Lines of the data that contain the word "Alte" are the ones to copy.

(DATA FOR PROCESSING begins)

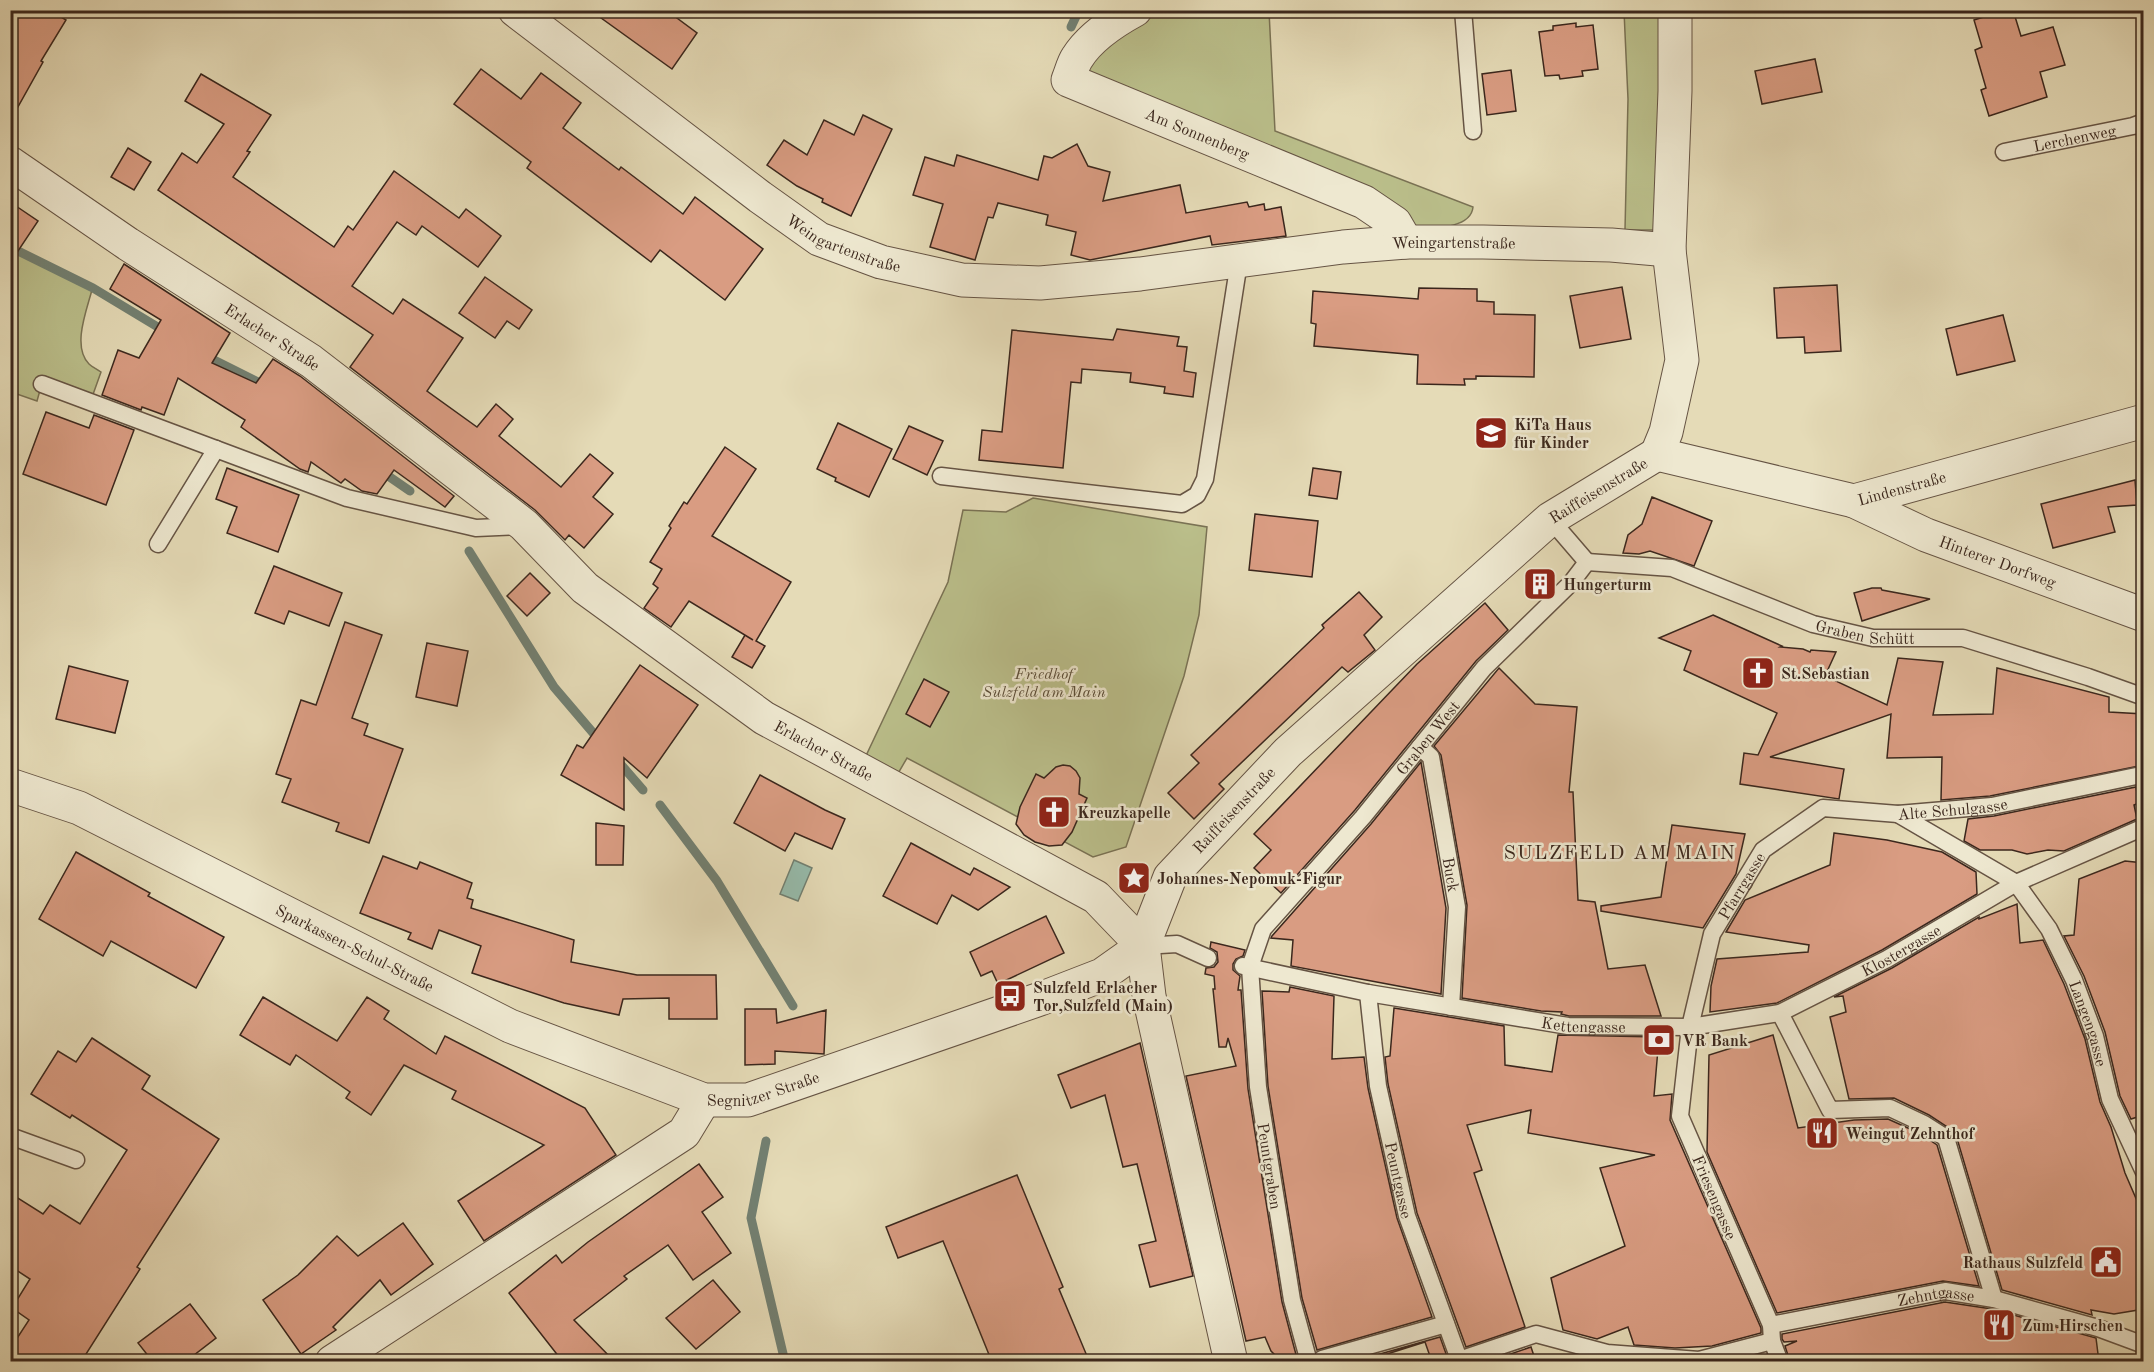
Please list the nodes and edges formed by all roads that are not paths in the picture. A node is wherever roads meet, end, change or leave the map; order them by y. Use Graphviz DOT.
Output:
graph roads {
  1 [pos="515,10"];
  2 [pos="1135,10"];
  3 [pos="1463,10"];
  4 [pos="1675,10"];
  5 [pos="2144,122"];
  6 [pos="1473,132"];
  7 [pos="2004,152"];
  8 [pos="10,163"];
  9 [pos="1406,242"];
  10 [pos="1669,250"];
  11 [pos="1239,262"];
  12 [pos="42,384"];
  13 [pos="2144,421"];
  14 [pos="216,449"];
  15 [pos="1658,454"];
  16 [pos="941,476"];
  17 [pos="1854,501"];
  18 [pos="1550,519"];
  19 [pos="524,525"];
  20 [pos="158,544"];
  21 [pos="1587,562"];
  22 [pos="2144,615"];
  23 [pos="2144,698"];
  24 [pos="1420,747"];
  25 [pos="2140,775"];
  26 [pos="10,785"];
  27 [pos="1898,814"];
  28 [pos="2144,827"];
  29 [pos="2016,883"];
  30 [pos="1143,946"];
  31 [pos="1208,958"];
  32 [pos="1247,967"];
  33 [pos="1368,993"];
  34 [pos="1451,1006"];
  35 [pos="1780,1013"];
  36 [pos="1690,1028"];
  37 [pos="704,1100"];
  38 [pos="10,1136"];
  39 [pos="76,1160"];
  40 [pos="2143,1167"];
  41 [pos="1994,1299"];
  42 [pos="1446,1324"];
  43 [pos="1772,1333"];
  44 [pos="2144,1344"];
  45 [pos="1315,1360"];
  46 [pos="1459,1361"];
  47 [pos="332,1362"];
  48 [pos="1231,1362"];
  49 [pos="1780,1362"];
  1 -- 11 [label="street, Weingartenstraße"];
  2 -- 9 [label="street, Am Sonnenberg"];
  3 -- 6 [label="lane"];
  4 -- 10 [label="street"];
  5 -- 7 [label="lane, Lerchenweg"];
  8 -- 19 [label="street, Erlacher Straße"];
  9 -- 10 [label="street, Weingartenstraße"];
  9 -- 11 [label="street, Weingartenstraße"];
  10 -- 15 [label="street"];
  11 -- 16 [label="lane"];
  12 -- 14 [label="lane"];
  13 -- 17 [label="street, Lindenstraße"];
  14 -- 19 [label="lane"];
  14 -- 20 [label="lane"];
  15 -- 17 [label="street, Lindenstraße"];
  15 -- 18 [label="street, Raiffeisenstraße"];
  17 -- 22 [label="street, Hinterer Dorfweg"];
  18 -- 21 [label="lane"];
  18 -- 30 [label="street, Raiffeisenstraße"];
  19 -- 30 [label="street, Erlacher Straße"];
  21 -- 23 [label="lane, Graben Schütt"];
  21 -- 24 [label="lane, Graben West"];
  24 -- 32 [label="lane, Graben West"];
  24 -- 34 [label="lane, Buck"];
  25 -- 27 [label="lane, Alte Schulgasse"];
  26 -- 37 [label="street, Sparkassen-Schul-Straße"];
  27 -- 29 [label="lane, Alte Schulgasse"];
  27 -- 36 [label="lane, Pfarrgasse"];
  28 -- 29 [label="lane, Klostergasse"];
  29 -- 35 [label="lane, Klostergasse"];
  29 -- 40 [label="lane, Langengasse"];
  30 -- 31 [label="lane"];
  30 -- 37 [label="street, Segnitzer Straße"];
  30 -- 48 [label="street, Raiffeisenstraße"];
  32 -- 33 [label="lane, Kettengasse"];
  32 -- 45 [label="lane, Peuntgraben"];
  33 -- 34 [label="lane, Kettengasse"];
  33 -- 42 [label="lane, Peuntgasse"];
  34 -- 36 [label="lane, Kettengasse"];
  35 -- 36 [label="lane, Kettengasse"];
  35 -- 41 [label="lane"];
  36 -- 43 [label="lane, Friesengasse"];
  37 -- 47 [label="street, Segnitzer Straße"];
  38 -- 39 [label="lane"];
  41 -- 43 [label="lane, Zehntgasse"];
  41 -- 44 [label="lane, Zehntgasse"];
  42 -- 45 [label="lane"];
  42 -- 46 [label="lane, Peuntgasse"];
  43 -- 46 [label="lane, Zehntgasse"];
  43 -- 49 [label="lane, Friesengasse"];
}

(DATA FOR PROCESSING ends)

• YOUR RESPONSE:
  25 -- 27 [label="lane, Alte Schulgasse"];
  27 -- 29 [label="lane, Alte Schulgasse"];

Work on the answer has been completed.